As a socially conscious engineer I have a passion for sustainability. This is something I have had from a young age, where I tried to file a patent for a green energy generating device. As I prepare to move from a student life to a professional one, I want to ensure I end up working in a role focused on reducing carbon emissions from the construction industry.
To fulfil the Paris agreements and to hit net zero carbon emissions the construction industry needs to implement change. Currently building and construction are responsible for 39% of all carbon emissions in the world, with operational emissions (from energy used to heat, cool and light buildings) accounting for 28%. The remaining 11% comes from embodied carbon emissions, or ‘upfront’ carbon that is associated with materials and construction processes throughout the whole building lifecycle.
UN Sustainability Goals
However, it is not all doom and gloom; over the last ten years there has been a huge development in technology and materials which can challenge this. There has also been a change in focus. Rather than just considering the embodied carbon within a construction project, the whole life cost and carbon emissions are being considered. The change in approach will hopefully allow buildings to be developed that will become more and more ‘green’.

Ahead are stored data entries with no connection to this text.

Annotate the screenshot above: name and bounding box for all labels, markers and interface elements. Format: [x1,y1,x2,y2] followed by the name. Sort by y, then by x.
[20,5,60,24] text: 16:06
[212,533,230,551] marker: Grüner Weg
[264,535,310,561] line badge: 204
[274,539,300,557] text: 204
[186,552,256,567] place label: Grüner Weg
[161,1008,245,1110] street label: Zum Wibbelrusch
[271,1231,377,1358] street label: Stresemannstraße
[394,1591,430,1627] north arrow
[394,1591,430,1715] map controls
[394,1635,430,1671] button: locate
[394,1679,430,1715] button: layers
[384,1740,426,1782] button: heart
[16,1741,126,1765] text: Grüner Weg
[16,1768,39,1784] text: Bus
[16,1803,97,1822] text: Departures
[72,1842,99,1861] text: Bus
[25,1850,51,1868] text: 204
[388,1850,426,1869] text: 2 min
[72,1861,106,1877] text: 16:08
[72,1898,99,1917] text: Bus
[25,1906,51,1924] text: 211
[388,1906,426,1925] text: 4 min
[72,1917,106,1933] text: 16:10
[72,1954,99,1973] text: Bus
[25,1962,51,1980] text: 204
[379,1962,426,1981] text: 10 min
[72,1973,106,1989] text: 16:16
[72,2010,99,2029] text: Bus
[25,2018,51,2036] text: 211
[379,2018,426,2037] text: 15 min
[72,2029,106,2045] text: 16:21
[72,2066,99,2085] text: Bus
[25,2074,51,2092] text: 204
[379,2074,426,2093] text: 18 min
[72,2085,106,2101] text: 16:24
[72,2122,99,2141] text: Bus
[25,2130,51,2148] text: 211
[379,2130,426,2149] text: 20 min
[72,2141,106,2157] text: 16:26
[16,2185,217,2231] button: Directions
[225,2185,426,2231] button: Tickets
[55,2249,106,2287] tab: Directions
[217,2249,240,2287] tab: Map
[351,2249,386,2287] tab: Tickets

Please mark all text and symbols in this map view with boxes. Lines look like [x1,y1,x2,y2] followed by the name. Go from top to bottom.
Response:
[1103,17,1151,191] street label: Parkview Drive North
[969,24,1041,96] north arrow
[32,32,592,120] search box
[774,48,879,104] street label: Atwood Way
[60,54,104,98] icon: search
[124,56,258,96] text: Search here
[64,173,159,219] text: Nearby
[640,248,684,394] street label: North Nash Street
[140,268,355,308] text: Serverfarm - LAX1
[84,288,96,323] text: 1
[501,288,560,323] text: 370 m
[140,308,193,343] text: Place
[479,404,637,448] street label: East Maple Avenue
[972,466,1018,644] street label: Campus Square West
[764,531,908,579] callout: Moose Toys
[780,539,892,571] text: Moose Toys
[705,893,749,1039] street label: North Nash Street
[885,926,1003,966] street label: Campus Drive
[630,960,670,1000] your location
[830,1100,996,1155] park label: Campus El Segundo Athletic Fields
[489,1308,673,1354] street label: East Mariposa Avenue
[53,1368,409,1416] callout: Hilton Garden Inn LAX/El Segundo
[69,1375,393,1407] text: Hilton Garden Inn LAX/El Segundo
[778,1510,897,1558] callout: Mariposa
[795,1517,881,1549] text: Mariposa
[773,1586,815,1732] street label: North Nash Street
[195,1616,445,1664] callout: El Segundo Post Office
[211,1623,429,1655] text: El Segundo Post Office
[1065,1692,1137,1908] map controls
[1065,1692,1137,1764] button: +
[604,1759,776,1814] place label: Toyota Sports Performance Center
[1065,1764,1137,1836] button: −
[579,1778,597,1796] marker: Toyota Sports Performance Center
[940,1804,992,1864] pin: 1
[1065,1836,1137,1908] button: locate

Luckily, buildings with a lower whole life carbon emission are also buildings that are cheaper to run. This is because these buildings are much more efficient, requiring less energy to operate. This makes ‘green projects’ much more commercially viable.
Throughout my multi-disciplinary project lead by Professor Rod Jones, we have been challenged to develop and design a new forensic science building to be built on campus. As part of it we have been challenged to make this building as green as possible. As it is a publicly funded building, we have a duty as designers to design a building of the ‘future’. It is the duty of public buildings to lead the way in these technologies.
As a higher education building, we are designing it to have a life span over 75 years. This is challenging because we need to anticipate how the use of the building could change and the implications this could have for the structural capacity. Currently building codes require us to design the laboratory floors and plant room to resist high loadings of 7.5kN/m2. As a designer I need to consider how this could change, whether the University will want to install heavier equipment or the plant room needs to be modified to house giant batteries to store off-peak renewable energy or a hydrogen based energy supply. To address this, I might choose to design these floors to take loadings of 10kN/m2.
While designing this building I spent a large amount of time reading about emerging technologies that are arming engineers with new tools to fight climate change. I wanted to note some of the most innovative that I came across in this blog.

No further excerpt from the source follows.